Flooring, Falls, and Unexpected Findings
Evidence-based design doesn’t always confirm what designers expect, and that’s part of its value. Compliant flooring (softer, impact-absorbing materials installed beneath standard vinyl) seemed like a promising intervention for preventing fall-related injuries in long-term care. Earlier retrospective studies suggested it worked. But a rigorous randomized trial in long-term care facilities found no difference. Rooms with compliant rubber flooring had a serious fall-related injury rate of 12.5%, compared to 13.3% for rooms with rigid plywood subflooring. The difference was not statistically significant.
This kind of finding is exactly why evidence-based design relies on controlled studies rather than assumptions. The flooring result doesn’t mean the physical environment is irrelevant to falls. It means this particular intervention, compliant subflooring under hospital-grade vinyl, didn’t reduce injuries in the way earlier, less rigorous research suggested. Designers can redirect resources toward interventions with stronger evidence, like better lighting, grab bars, and room layouts that reduce the distance between bed and bathroom.

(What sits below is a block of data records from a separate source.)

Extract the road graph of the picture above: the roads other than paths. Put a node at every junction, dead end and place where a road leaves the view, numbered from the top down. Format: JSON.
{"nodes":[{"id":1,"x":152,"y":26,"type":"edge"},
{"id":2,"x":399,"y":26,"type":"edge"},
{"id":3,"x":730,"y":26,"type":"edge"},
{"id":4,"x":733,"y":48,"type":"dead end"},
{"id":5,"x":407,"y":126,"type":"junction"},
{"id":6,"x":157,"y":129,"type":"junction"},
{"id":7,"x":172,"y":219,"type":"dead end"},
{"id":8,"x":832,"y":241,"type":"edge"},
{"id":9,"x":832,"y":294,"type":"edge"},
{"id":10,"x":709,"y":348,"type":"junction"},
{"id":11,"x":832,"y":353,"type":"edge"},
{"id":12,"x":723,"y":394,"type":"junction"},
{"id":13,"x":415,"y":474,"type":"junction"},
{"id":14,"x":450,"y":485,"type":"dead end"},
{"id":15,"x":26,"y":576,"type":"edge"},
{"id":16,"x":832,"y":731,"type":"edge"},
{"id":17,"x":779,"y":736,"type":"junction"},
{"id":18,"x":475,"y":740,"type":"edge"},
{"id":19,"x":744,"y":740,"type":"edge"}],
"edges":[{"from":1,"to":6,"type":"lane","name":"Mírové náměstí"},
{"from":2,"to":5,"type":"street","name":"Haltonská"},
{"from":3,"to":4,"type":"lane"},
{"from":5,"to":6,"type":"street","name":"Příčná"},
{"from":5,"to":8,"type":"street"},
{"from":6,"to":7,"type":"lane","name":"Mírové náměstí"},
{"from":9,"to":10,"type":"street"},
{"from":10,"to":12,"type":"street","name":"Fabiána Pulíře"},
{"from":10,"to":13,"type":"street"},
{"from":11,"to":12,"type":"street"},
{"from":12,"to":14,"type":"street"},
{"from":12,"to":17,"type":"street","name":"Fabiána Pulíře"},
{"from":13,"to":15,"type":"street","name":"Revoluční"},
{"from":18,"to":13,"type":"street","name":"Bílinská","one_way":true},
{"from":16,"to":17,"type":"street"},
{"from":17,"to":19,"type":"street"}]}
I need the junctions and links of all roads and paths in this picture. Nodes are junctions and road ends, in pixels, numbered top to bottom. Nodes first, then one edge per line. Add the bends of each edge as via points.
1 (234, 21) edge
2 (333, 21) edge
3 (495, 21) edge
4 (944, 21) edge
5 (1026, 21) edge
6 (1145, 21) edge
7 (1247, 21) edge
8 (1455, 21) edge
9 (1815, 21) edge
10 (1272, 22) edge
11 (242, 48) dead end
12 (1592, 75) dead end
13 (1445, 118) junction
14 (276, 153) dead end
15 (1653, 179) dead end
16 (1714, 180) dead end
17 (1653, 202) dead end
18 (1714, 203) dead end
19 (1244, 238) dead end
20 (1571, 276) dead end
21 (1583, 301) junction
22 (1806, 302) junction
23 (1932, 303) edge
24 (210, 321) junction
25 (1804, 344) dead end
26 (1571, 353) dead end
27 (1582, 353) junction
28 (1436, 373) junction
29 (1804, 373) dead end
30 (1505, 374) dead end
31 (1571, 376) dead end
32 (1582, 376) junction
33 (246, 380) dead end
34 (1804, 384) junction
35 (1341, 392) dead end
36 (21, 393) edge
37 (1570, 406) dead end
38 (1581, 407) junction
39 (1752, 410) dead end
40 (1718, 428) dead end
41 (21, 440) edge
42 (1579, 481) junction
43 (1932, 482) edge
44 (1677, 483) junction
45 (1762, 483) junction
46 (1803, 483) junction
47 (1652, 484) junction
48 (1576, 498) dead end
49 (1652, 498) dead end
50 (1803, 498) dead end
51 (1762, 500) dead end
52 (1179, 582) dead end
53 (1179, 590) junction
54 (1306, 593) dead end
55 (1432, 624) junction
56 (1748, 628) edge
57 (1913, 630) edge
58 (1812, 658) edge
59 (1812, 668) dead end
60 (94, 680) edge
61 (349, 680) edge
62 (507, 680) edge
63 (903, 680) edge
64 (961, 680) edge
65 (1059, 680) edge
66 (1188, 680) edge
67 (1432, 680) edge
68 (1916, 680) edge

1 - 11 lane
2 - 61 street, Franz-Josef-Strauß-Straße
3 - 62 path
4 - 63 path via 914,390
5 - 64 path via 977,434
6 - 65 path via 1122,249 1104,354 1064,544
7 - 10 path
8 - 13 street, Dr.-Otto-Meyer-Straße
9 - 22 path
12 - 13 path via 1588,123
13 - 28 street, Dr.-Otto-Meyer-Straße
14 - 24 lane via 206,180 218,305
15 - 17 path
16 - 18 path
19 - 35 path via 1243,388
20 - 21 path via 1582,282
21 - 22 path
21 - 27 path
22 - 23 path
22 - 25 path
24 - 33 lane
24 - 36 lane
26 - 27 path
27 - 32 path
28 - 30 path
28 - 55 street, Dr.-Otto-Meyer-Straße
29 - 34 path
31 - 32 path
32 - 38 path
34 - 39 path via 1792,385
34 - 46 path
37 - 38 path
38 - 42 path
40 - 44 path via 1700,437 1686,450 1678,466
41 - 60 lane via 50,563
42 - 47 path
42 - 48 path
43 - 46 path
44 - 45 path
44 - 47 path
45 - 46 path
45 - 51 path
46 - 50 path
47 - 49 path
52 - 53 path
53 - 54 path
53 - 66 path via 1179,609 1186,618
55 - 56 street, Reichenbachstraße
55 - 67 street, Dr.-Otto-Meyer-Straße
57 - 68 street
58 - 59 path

Staff Efficiency and Unit Layout
Evidence-based design also considers healthcare workers, not just patients. How a nursing unit is arranged affects how much time staff spend walking versus providing bedside care. Two common models are centralized nursing stations, where staff work from a single hub, and decentralized stations, where smaller workstations are distributed closer to patient rooms.
Research comparing the two approaches reveals trade-offs rather than a clear winner. Centralized designs score higher for supporting teamwork, enabling efficient communication among staff, and actually reducing overall walking distances. Decentralized designs, particularly in larger facilities, increase the number of visits nurses make to patient rooms and the total time spent at the bedside. The best choice depends on the unit’s priorities: a high-acuity unit where rapid team coordination saves lives might favor centralization, while a rehabilitation unit focused on frequent patient interaction might benefit from decentralized workstations. Evidence-based design provides the data to make that decision intentionally rather than by default.
The Process in Practice
Applying evidence-based design follows a general sequence. It begins with defining the project’s goals and assembling a team that includes both designers and clinical experts. The team then reviews published research relevant to their specific design challenges, whether that’s reducing infections, improving wayfinding, or minimizing staff fatigue. Findings are evaluated for quality and relevance, then translated into specific design features. Those features are documented with their supporting evidence so that decision-makers can see the rationale behind each choice.
After construction, the process ideally includes post-occupancy evaluation, where the facility measures whether the design actually delivered the outcomes the research predicted. Did infection rates drop? Did patient satisfaction scores improve? Did staff walking distances decrease? This feedback loop is what separates evidence-based design from a one-time literature review. It treats each facility as a data point that can strengthen or challenge the evidence base for future projects.
The approach requires more upfront time and expertise than traditional design. But the payoff is a facility shaped by what actually works rather than what looks good on paper, with measurable outcomes that justify the investment to administrators, clinicians, and the patients who spend their most vulnerable hours inside those walls.